If you don’t have the equipment and the patience to do the calibration, you can just eyeball the best setting by doing a few calibration prints. We suggest using this 20mm calibration cube. For each iteration of the trial, you will visually assess the product to determine if more adjustments will be necessary.
The idea is that the layers of the calibration cube should become less visible if you reduce the extrusion multiplier. You will know that the extrusion multiplier has been set too low if gaps between layer lines start to appear. It would be best to adjust this parameter by 0.1 increments until you are satisfied with the results.
Reduce the flowrate
The flow rate is just another parameter that controls the rate at which filament is extruded by the 3D printer. In a way, it functions the same as the extrusion multiplier. Either the flowrate or extrusion multiplier can be adjusted to fine-tune the 3D printing flowrate. These parameters work independently.

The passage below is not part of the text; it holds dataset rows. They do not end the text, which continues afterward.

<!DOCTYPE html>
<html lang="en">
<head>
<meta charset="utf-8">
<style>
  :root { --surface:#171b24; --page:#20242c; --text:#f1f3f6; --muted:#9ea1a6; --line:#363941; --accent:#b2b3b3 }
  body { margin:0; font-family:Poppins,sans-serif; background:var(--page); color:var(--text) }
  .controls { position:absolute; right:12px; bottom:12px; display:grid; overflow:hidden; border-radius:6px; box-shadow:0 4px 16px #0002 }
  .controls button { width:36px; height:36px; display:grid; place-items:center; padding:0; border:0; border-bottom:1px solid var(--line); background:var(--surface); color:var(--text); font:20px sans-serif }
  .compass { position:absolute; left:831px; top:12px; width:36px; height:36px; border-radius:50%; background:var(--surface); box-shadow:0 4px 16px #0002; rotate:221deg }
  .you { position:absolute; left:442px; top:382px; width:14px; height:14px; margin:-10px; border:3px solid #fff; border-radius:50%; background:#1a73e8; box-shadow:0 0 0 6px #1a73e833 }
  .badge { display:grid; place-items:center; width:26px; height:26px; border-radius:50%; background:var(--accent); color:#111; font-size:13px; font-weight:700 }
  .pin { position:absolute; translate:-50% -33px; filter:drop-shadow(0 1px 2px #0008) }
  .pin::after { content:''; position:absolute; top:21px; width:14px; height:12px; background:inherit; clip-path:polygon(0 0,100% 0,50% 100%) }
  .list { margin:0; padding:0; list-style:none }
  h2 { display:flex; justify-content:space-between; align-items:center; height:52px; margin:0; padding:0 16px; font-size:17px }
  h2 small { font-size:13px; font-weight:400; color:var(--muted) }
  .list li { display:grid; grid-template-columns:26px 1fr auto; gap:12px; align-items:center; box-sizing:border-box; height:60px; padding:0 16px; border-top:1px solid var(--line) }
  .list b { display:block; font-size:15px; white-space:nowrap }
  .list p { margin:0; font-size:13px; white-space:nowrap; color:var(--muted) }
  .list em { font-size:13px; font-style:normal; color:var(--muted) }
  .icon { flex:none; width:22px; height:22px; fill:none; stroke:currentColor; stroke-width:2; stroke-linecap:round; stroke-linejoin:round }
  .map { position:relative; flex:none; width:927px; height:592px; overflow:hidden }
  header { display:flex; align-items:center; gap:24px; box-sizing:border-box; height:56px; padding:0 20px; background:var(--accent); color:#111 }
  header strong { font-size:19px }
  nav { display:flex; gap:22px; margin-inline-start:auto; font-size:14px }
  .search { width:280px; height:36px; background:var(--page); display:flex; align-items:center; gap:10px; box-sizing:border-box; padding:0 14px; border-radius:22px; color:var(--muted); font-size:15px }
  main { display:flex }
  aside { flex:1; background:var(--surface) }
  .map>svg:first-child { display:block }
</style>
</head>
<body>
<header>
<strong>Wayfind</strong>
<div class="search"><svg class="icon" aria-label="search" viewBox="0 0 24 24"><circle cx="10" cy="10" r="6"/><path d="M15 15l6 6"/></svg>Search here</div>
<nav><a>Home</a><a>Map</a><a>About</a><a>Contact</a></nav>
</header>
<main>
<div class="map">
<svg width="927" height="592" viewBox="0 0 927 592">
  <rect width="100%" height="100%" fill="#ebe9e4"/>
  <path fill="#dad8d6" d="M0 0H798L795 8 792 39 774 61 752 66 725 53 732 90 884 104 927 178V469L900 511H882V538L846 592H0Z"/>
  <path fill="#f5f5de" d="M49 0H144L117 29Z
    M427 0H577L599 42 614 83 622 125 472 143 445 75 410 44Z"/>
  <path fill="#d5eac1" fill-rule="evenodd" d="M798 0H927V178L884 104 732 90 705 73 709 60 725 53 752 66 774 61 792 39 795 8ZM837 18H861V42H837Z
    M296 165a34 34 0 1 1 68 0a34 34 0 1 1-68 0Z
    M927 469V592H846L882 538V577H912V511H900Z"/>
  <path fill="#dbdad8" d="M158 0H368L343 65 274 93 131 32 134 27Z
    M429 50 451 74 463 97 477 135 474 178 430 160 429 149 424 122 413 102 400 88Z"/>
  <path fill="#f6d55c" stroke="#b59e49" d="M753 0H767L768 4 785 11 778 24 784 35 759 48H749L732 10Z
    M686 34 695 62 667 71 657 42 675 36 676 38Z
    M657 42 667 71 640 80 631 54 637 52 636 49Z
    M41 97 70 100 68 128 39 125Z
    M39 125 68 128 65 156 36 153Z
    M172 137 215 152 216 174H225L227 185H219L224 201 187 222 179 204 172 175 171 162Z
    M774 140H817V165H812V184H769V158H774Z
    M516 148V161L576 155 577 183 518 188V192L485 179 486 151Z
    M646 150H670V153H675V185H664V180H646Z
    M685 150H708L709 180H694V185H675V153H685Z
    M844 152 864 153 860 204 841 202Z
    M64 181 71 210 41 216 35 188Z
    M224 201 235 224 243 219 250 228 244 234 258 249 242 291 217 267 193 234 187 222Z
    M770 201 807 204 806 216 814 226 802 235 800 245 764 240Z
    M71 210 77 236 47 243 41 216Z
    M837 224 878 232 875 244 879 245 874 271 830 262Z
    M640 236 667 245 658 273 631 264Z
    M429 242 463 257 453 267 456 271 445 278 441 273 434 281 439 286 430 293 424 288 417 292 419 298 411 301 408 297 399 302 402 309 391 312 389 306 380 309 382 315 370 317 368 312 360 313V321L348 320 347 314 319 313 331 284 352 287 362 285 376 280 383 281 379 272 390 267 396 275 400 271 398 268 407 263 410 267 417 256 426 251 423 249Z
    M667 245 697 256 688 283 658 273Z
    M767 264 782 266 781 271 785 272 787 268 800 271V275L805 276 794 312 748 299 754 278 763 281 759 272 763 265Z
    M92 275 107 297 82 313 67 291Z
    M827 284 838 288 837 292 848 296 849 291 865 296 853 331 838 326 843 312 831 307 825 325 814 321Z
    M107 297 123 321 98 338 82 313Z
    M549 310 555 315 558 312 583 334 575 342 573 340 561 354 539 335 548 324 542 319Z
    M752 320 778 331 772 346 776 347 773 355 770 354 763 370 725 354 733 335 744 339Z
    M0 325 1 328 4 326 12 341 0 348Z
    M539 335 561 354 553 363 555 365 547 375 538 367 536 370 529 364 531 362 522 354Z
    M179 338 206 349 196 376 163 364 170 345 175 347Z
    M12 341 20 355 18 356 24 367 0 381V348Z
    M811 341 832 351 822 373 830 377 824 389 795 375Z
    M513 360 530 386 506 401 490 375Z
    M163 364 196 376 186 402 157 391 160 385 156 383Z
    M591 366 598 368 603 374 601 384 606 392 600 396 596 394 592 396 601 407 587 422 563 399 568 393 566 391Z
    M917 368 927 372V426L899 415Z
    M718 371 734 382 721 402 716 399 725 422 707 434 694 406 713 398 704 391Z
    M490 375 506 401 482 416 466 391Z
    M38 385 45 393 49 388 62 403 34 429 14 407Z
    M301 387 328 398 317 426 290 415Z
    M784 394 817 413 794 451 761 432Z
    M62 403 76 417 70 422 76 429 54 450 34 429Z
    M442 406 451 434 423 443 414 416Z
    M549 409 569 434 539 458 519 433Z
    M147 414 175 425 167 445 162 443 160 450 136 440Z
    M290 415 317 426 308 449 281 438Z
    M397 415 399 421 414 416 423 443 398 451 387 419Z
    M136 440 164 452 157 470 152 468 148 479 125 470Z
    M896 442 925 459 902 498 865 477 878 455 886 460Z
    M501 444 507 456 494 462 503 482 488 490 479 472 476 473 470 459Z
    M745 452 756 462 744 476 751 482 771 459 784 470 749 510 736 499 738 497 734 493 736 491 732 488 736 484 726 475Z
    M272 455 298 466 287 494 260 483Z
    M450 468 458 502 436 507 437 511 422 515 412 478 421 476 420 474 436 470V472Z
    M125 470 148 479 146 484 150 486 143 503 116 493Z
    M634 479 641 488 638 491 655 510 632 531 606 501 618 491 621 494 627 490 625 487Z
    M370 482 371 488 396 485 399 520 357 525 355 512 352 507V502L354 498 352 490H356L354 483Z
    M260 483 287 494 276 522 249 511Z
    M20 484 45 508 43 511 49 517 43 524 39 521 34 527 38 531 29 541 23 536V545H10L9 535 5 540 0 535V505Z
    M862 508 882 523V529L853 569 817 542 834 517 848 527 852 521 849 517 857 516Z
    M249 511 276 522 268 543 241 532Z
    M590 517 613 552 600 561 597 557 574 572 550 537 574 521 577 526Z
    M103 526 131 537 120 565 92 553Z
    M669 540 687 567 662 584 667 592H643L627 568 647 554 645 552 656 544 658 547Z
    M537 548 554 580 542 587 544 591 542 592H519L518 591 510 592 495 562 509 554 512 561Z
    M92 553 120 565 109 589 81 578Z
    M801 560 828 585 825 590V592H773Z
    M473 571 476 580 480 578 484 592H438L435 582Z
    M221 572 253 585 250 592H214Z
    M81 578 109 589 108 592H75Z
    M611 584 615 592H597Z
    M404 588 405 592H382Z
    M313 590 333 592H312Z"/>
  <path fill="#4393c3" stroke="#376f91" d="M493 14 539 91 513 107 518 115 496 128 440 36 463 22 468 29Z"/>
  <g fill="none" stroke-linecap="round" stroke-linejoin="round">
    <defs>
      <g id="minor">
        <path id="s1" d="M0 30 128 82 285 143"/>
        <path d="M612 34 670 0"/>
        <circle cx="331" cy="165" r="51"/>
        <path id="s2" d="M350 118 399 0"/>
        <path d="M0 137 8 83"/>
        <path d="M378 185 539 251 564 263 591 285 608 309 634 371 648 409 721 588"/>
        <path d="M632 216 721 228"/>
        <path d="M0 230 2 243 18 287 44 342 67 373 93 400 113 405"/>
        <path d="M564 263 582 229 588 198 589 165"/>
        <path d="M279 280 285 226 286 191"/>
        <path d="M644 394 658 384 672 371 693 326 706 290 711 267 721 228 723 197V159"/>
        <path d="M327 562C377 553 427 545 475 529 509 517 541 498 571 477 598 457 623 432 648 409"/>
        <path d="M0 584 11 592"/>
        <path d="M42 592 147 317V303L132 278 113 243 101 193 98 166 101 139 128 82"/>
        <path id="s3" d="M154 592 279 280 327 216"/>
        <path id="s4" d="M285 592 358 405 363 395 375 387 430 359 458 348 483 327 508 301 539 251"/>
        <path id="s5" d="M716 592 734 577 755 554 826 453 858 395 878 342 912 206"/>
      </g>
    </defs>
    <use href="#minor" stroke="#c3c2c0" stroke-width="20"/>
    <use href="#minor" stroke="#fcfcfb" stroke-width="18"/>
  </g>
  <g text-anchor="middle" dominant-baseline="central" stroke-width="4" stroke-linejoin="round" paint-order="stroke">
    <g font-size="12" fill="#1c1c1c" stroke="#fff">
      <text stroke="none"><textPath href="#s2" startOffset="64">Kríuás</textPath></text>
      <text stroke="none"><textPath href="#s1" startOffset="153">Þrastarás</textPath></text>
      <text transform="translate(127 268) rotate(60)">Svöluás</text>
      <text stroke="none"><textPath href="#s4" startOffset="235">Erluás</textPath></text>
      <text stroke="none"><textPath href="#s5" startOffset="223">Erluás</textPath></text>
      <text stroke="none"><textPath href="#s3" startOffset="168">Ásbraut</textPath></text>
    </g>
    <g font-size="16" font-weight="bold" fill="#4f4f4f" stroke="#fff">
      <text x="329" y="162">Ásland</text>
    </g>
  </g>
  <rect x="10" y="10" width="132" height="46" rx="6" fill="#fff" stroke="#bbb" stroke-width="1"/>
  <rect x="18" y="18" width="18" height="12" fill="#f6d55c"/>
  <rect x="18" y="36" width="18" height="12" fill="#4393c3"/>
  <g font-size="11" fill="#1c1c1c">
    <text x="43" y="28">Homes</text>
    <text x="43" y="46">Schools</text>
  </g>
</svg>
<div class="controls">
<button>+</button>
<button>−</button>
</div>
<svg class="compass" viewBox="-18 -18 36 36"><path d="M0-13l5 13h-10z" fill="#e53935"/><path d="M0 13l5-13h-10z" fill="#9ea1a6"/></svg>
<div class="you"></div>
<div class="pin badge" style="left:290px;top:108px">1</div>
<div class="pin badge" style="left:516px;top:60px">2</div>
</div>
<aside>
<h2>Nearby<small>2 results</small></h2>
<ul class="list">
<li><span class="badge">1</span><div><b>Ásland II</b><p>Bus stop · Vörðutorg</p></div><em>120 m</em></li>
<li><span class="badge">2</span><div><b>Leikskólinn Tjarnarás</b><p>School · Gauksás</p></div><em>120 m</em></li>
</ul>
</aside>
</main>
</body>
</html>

The default value for flowrate is 100 but adjusting it between 90 and 110 is typical. As with the extrusion multiplier, it is best to do trial and error using a small calibration cube and adjust the setting in unit increments.
Making any changes to your printing or extrusion settings will likely also affect the performance of your 3D printer in several other aspects. Before printing your project, we suggest doing a torture test print first just to check if the adjustments you have made did not create other problems.
Over-extrusion is a very common problem in 3D printing and one that you need to learn to spot quickly. It’s a fairly minor problem but can still easily ruin the appearance of the finished product. If left unchecked, a minor over-extrusion problem can lead to clogging of the extruder.
The good news is that it’s usually very easy to solve with just a few slicer setting adjustments. There will likely be some trial and error involved, but it’s nothing as headache-inducing as other 3D printing problems.